After reading the book, I gave them a 9x12" piece of turquoise construction paper and a pencil. I walked through a few different pieces of a peacock to get us started. The basics features were the bowling pin-shaped body, round feathers behind, eyes, beak, hair, and long feathers.
After they sketched in these key features, they used blue tempera to fill in the body and "eyes" of the long feathers. Next, they used a dark green and light green oil pastel for the round feathers behind the bird. I showed them how to blend by overlapping colors that are close to each other on the color wheel.
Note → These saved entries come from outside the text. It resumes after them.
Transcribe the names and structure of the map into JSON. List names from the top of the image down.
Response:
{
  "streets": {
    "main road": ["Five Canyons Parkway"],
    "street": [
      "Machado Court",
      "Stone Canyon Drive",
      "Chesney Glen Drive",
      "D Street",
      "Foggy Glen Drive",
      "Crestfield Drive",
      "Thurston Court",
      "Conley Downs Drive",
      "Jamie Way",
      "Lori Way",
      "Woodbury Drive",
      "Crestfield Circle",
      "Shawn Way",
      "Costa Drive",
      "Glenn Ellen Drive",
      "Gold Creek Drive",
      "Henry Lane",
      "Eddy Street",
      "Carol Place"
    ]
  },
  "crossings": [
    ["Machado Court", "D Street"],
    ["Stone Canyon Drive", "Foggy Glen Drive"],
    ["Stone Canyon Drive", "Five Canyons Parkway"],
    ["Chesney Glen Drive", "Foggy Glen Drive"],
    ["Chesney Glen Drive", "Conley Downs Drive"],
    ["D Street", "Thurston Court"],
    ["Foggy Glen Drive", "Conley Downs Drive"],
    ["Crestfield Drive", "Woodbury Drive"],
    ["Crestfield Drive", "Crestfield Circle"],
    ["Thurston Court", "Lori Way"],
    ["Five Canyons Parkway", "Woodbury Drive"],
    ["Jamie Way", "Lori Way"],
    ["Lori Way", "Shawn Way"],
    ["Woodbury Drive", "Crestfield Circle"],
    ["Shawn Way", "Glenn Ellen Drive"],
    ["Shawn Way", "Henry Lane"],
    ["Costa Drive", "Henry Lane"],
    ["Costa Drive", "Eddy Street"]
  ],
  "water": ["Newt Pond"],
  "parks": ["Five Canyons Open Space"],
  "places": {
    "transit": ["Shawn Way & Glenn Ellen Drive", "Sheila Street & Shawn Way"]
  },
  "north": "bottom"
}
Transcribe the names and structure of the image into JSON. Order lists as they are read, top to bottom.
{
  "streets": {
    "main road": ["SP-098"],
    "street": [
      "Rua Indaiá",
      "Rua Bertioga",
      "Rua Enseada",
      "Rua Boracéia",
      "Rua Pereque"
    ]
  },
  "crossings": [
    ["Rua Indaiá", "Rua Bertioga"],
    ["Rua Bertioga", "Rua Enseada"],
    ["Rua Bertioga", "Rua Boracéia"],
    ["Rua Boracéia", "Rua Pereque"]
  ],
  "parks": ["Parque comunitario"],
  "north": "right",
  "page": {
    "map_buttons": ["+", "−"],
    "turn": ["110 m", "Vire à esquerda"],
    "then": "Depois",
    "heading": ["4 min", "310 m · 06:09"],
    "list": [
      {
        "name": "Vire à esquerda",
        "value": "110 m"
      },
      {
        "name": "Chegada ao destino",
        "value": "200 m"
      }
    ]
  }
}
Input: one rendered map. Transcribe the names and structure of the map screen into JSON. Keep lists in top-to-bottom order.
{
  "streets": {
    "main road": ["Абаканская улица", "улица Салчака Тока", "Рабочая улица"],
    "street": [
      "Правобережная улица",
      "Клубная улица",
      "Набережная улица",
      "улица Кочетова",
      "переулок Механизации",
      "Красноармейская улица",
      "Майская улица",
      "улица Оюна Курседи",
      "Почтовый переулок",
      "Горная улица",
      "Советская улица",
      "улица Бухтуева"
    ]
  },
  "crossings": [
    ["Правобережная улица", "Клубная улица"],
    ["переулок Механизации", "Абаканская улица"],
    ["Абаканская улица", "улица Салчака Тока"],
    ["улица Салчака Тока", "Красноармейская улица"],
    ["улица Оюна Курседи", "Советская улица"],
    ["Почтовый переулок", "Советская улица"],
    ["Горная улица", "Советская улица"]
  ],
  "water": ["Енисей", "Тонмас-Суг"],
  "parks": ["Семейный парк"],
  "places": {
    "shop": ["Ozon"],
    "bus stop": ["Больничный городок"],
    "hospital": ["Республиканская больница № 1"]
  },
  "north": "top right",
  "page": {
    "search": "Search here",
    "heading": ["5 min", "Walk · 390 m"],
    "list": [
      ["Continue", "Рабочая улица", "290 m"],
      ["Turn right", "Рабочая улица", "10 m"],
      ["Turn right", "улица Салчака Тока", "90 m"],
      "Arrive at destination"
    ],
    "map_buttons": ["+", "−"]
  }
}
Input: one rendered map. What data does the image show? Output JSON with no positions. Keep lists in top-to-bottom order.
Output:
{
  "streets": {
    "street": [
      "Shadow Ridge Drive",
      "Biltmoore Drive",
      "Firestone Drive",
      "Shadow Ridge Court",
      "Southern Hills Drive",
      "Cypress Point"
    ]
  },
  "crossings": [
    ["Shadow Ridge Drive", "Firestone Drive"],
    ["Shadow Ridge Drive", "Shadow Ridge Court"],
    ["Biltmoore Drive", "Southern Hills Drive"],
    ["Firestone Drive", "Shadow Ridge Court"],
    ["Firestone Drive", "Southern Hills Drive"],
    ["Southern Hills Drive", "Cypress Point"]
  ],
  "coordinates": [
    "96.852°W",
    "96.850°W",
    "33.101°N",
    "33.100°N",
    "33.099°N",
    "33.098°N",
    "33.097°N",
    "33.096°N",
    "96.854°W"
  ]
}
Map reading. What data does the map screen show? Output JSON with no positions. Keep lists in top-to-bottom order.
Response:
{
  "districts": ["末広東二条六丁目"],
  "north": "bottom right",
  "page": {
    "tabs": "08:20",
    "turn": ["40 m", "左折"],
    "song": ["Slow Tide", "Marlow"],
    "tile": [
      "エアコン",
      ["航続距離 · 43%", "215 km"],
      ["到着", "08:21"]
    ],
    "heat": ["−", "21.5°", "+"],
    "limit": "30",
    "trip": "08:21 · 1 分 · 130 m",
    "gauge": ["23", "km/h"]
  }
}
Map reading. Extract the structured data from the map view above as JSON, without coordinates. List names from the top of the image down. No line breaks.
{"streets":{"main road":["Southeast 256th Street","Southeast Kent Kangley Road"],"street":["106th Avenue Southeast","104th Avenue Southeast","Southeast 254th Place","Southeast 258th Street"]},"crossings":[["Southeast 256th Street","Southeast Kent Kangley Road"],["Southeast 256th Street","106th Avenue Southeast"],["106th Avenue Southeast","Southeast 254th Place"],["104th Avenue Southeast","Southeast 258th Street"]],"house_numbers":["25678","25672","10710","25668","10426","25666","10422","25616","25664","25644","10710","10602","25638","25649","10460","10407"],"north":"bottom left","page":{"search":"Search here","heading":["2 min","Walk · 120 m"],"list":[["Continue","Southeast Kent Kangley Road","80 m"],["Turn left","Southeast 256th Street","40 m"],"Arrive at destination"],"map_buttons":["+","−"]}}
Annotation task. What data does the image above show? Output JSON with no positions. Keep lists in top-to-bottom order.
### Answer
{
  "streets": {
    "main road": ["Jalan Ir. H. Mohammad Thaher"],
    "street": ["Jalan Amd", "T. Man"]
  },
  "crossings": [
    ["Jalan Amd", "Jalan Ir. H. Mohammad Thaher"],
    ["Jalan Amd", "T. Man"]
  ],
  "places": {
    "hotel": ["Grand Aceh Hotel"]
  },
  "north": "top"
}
Lastly, they added more oil pastels to finish out the feathers and facial features. Each of my five classes made peacocks that were a little bit different. Each day I tend to consolidate instructions and either give more or less freedom in some areas. The first day I was pretty loosey-goosey on the specifics of the feathers, but I gave them a lot more direction by the fifth day after seeing what did and didn't work so well.
This was a quick, one-day project, which included reading the book. As always, you can control how long this project takes by how big of paper you give them and how detailed you want their feathers to be. I also thought about using metallic markers at the end to add into the eye feathers. I'm sure there are hundreds of great peacock projects out there- it's just such a beautiful animal!